Stanford Üniversitesi de bu tür önlemlerden kurtulamadı ve üniversite yetkilileri protestocu öğrenci ve profesörlere karşı bazı önlemler aldı. Geçtiğimiz günlerde, İsrail'in Gazze'deki katliamına atıfta bulunan ve İsrail'i "sömürgeci" olarak nitelendiren bir profesör açığa alındı.

Hükümet yetkilileri, polis ve üniversite yetkilileri, baskıcı önlemlerini haklı göstermek için protestocuları Yahudi karşıtlığıyla suçluyor. Gazze'deki savaş karşıtı gösterilere katılan öğrenciler defalarca şu ifadeleri kullandı: "Antisemitizm asla iyi bir şey değildir. Bizim savunduğumuz şey kesinlikle bu değil ve bu yüzden bu kadar çok Yahudi yoldaşımız bugün burada bizimle birlikte." Protestocular, eleştiri ve protestolarının İsrail hükümeti ve destekçilerine yönelik olduğunu da sözlerine eklediler.
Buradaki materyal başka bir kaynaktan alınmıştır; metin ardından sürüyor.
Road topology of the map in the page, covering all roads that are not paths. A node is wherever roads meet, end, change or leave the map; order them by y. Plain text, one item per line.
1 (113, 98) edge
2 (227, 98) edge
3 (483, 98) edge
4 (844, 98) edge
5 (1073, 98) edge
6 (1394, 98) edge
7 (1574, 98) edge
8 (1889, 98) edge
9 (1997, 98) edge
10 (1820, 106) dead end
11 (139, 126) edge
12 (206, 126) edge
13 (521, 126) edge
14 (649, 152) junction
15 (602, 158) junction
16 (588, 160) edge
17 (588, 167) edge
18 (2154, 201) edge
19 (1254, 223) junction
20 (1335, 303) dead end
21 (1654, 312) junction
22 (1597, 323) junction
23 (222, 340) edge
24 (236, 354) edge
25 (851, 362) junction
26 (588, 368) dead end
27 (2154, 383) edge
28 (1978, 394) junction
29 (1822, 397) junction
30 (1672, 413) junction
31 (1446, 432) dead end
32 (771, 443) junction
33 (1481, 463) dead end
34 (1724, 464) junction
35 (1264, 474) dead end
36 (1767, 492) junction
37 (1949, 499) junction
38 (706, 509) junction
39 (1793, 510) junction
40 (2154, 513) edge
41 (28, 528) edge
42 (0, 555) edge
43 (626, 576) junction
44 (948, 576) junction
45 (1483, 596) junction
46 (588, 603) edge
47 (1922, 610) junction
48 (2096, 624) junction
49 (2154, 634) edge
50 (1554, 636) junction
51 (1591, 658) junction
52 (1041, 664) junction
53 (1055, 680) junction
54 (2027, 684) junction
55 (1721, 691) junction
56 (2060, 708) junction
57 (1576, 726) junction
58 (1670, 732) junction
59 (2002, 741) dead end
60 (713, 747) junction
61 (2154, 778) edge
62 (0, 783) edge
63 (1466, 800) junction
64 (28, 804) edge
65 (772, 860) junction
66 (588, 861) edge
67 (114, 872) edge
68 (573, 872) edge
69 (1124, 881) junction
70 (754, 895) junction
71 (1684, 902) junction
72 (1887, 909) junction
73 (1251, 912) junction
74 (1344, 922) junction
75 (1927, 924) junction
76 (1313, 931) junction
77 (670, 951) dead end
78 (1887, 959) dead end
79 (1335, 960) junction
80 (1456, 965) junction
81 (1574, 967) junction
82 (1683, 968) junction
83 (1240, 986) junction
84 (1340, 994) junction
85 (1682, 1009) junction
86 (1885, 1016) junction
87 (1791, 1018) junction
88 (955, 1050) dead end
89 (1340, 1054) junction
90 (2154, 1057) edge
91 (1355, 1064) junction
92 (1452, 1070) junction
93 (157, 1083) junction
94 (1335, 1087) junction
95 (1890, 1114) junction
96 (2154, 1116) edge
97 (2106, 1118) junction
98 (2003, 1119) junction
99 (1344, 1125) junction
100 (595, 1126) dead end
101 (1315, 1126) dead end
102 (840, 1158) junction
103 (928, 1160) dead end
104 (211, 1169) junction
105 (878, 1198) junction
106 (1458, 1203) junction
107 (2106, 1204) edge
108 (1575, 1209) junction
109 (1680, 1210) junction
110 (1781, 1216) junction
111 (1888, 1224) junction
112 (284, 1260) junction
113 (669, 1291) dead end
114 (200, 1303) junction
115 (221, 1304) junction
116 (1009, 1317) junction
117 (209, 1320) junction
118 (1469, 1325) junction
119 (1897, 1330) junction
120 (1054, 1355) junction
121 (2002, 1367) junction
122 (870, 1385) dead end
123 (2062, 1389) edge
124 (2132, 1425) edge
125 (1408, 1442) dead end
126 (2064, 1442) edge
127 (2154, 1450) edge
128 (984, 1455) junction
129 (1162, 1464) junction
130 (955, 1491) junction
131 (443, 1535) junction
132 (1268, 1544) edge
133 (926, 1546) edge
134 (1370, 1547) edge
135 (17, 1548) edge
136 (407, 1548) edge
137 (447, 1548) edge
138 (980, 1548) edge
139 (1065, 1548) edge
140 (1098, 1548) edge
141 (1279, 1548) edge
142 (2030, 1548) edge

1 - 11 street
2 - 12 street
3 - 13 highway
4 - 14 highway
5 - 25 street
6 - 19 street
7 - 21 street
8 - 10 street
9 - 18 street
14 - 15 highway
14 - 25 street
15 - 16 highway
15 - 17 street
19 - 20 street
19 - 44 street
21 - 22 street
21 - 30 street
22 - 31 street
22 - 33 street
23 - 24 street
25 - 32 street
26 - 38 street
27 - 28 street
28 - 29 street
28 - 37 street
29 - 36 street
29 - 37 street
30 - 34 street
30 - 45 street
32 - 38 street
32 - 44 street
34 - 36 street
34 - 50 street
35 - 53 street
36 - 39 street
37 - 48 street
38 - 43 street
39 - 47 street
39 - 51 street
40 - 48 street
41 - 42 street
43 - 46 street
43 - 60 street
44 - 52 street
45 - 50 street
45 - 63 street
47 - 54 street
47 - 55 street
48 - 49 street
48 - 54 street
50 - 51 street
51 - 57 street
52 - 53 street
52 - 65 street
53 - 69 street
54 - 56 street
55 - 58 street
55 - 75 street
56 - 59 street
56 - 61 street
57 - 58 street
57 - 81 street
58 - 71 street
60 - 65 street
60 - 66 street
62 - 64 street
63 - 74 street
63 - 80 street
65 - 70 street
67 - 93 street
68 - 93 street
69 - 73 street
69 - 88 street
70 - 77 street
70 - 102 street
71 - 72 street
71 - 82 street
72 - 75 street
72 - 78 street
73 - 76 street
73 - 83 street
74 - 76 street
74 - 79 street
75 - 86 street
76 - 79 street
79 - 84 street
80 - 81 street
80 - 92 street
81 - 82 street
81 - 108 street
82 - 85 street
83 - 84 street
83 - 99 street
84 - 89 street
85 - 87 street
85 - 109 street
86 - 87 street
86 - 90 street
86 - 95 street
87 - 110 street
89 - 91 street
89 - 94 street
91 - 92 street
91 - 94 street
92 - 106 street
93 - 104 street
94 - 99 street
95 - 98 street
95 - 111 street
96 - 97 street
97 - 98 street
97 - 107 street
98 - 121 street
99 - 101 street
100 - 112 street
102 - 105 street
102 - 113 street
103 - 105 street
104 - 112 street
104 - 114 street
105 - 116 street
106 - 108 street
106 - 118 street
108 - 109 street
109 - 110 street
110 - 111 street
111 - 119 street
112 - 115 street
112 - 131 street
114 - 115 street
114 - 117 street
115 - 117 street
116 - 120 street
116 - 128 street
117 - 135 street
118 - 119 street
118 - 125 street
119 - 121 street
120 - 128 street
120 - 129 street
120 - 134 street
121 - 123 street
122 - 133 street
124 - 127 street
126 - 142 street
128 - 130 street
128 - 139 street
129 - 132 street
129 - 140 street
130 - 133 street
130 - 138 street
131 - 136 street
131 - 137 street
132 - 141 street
Northwest Üniversitesi'nden bir Yahudi profesör, Filistin yanlısı öğrencilere yönelik ölümden işten atılmaya ve eğitimlerinin yasaklanmasına kadar uzanan riskler konusunda uyarıda bulundu.
 
Son olarak, Amerikan üniversiteleri tarafından ifade özgürlüğünü kısıtlamaya yönelik şiddet eylemlerine ilişkin belgelerin yayınlanmasının, ABD'li gençlerin Filistin davasına ilişkin dünya görüşünde bir değişime ve uzun yıllar boyunca Filistin gerçeklerini İsrail çıkarları doğrultusunda tersine çevrilmiş bir şekilde sunmaya çalışan resmi anlatının gerilemesine işaret ettiğini söylemek gerekir. Aslında, ABD'deki öğrencilerin ve bazı üniversite profesörlerinin Filistin'i destekleyen ifade özgürlüğü için ödedikleri ağır bedel, ülkenin özgür düşünce hareketini paramparça etmiş ve ABD'li yetkililerin ifade özgürlüğü konusundaki söylem ve nutuklarını geçersiz kılmıştır.